Saved entries:

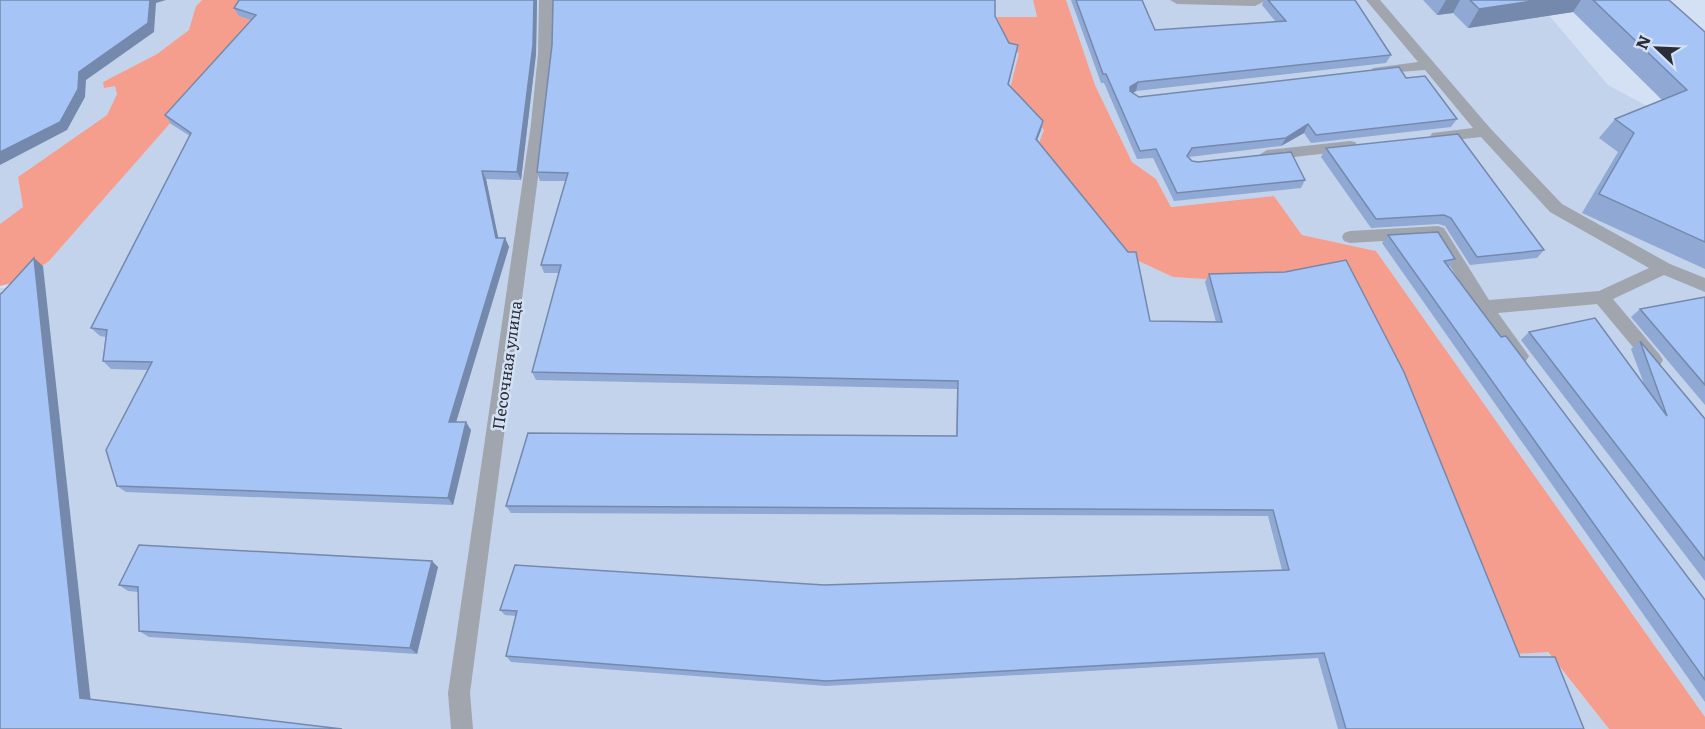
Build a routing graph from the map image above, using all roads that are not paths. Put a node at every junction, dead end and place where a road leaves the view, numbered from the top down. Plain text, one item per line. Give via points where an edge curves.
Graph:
1 (546, 0) edge
2 (1177, 0) edge
3 (1373, 0) edge
4 (1256, 1) edge
5 (1430, 65) junction
6 (1359, 73) edge
7 (1485, 132) junction
8 (1427, 138) edge
9 (1369, 144) edge
10 (1252, 157) edge
11 (1350, 237) dead end
12 (1664, 268) junction
13 (1705, 285) edge
14 (1601, 297) junction
15 (1484, 307) junction
16 (1534, 374) edge
17 (1668, 377) edge
18 (462, 729) edge

1 - 18 street, Песочная улица via 538,124 459,693
2 - 4 street
3 - 5 street
5 - 6 street
5 - 7 street
7 - 8 street
7 - 12 street via 1556,208
9 - 10 street
11 - 15 street via 1438,232
12 - 13 street
12 - 14 street
14 - 15 street
14 - 17 street
15 - 16 street

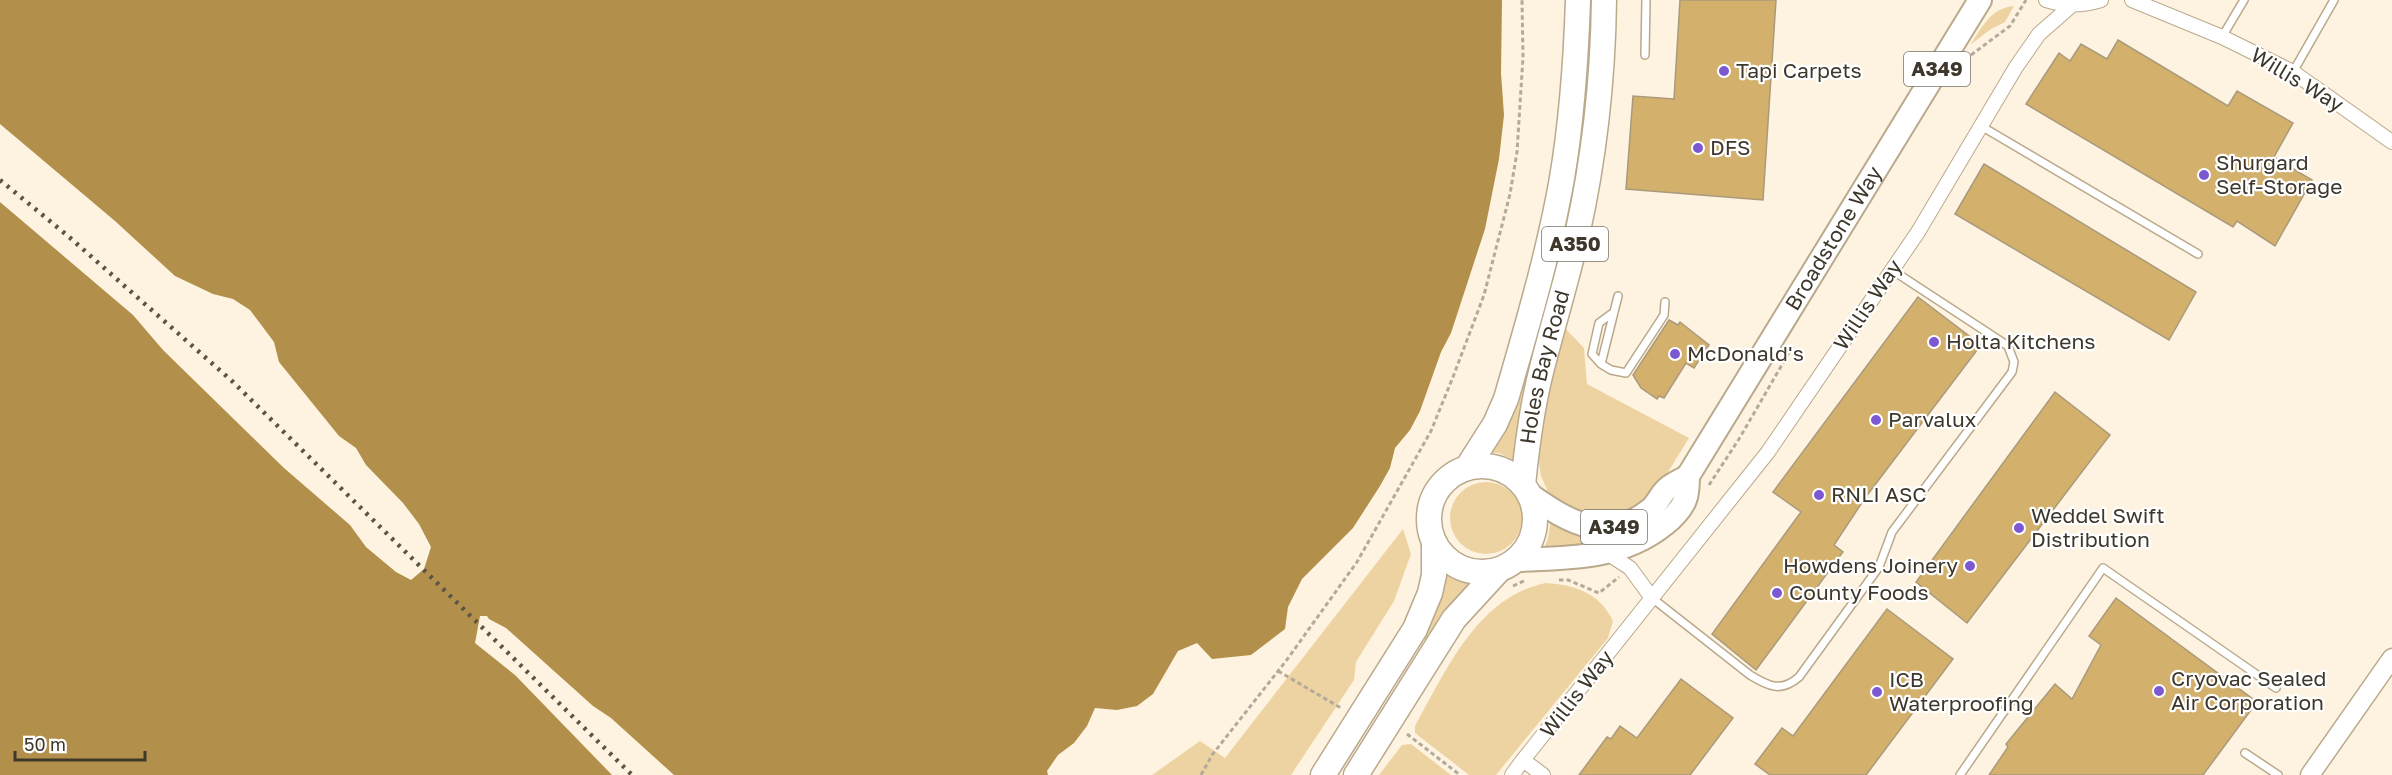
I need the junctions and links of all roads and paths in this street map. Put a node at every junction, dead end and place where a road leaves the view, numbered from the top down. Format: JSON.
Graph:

# Exercise aim:
Give back the data exactly. Pictures stay out.

# Solved exercise:
Build a routing graph from the map image above, using all roads that are not paths. Put a node at every junction, dead end and place where a road leaves the view, numbered from the top down. Plain text, one item per line. Give via points where an edge curves.
Graph:
1 (546, 0) edge
2 (1177, 0) edge
3 (1373, 0) edge
4 (1256, 1) edge
5 (1430, 65) junction
6 (1359, 73) edge
7 (1485, 132) junction
8 (1427, 138) edge
9 (1369, 144) edge
10 (1252, 157) edge
11 (1350, 237) dead end
12 (1664, 268) junction
13 (1705, 285) edge
14 (1601, 297) junction
15 (1484, 307) junction
16 (1534, 374) edge
17 (1668, 377) edge
18 (462, 729) edge

1 - 18 street, Песочная улица via 538,124 459,693
2 - 4 street
3 - 5 street
5 - 6 street
5 - 7 street
7 - 8 street
7 - 12 street via 1556,208
9 - 10 street
11 - 15 street via 1438,232
12 - 13 street
12 - 14 street
14 - 15 street
14 - 17 street
15 - 16 street

I need the junctions and links of all roads and paths in this street map. Put a node at every junction, dead end and place where a road leaves the view, numbered from the top down. Format: JSON.
Graph:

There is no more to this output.